## YOUR ASSIGNMENT
The answer must be a single number: how many lines of the records below hold the word "Camino".
'''
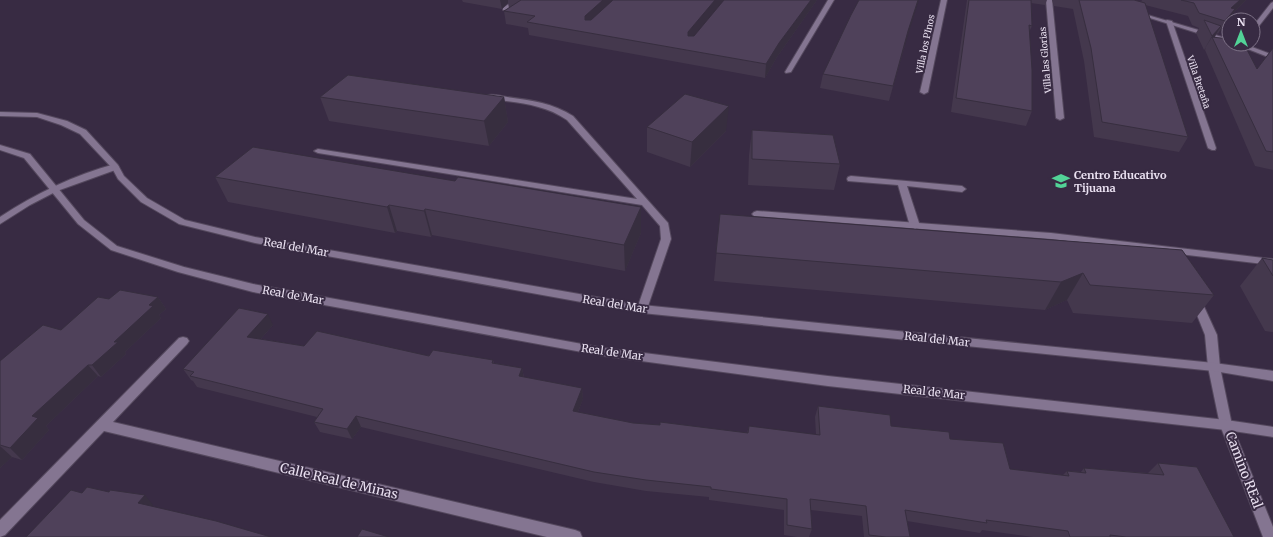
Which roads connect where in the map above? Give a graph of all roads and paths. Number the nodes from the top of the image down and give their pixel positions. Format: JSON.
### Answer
{"nodes":[{"id":1,"x":518,"y":0,"type":"edge"},
{"id":2,"x":831,"y":0,"type":"edge"},
{"id":3,"x":944,"y":0,"type":"edge"},
{"id":4,"x":1048,"y":0,"type":"edge"},
{"id":5,"x":1273,"y":4,"type":"edge"},
{"id":6,"x":505,"y":9,"type":"edge"},
{"id":7,"x":1128,"y":10,"type":"edge"},
{"id":8,"x":1261,"y":20,"type":"edge"},
{"id":9,"x":1169,"y":21,"type":"junction"},
{"id":10,"x":1221,"y":38,"type":"edge"},
{"id":11,"x":1260,"y":52,"type":"edge"},
{"id":12,"x":1273,"y":57,"type":"edge"},
{"id":13,"x":788,"y":72,"type":"dead end"},
{"id":14,"x":924,"y":92,"type":"dead end"},
{"id":15,"x":486,"y":96,"type":"edge"},
{"id":16,"x":0,"y":114,"type":"edge"},
{"id":17,"x":1060,"y":118,"type":"dead end"},
{"id":18,"x":0,"y":147,"type":"edge"},
{"id":19,"x":1212,"y":148,"type":"dead end"},
{"id":20,"x":318,"y":151,"type":"dead end"},
{"id":21,"x":115,"y":167,"type":"junction"},
{"id":22,"x":851,"y":179,"type":"dead end"},
{"id":23,"x":902,"y":183,"type":"junction"},
{"id":24,"x":54,"y":189,"type":"junction"},
{"id":25,"x":962,"y":189,"type":"dead end"},
{"id":26,"x":647,"y":203,"type":"junction"},
{"id":27,"x":757,"y":214,"type":"dead end"},
{"id":28,"x":0,"y":221,"type":"edge"},
{"id":29,"x":915,"y":226,"type":"junction"},
{"id":30,"x":1174,"y":250,"type":"junction"},
{"id":31,"x":1273,"y":262,"type":"edge"},
{"id":32,"x":1180,"y":264,"type":"edge"},
{"id":33,"x":1192,"y":292,"type":"edge"},
{"id":34,"x":642,"y":309,"type":"junction"},
{"id":35,"x":183,"y":341,"type":"dead end"},
{"id":36,"x":1214,"y":367,"type":"junction"},
{"id":37,"x":1273,"y":376,"type":"edge"},
{"id":38,"x":103,"y":425,"type":"junction"},
{"id":39,"x":1226,"y":425,"type":"junction"},
{"id":40,"x":1273,"y":432,"type":"edge"},
{"id":41,"x":0,"y":530,"type":"edge"},
{"id":42,"x":575,"y":537,"type":"edge"},
{"id":43,"x":1270,"y":537,"type":"edge"}],
"edges":[{"from":1,"to":6,"type":"street"},
{"from":2,"to":13,"type":"street"},
{"from":3,"to":14,"type":"street","name":"Villa los PInos"},
{"from":4,"to":17,"type":"street","name":"Villa las Glorias"},
{"from":5,"to":8,"type":"street"},
{"from":7,"to":9,"type":"street"},
{"from":9,"to":10,"type":"street"},
{"from":9,"to":19,"type":"street","name":"Villa Bretaña"},
{"from":11,"to":12,"type":"street"},
{"from":15,"to":26,"type":"street"},
{"from":16,"to":21,"type":"street","name":"Real del Mar"},
{"from":18,"to":24,"type":"street","name":"Real de Mar"},
{"from":20,"to":26,"type":"street"},
{"from":21,"to":24,"type":"street"},
{"from":21,"to":34,"type":"street","name":"Real del Mar"},
{"from":22,"to":23,"type":"street"},
{"from":23,"to":25,"type":"street"},
{"from":23,"to":29,"type":"street"},
{"from":24,"to":28,"type":"street"},
{"from":24,"to":39,"type":"street","name":"Real de Mar"},
{"from":26,"to":34,"type":"street"},
{"from":27,"to":29,"type":"street"},
{"from":29,"to":30,"type":"street"},
{"from":30,"to":31,"type":"street"},
{"from":30,"to":32,"type":"street"},
{"from":33,"to":36,"type":"street","name":"Camino REal"},
{"from":34,"to":36,"type":"street","name":"Real del Mar"},
{"from":35,"to":38,"type":"street"},
{"from":36,"to":37,"type":"street","name":"Real del Mar"},
{"from":36,"to":39,"type":"street","name":"Camino REal"},
{"from":38,"to":41,"type":"street"},
{"from":38,"to":42,"type":"street","name":"Calle Real de Minas"},
{"from":39,"to":40,"type":"street","name":"Real de Mar"},
{"from":39,"to":43,"type":"street","name":"Camino REal"}]}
'''
## YOUR SOLUTION
3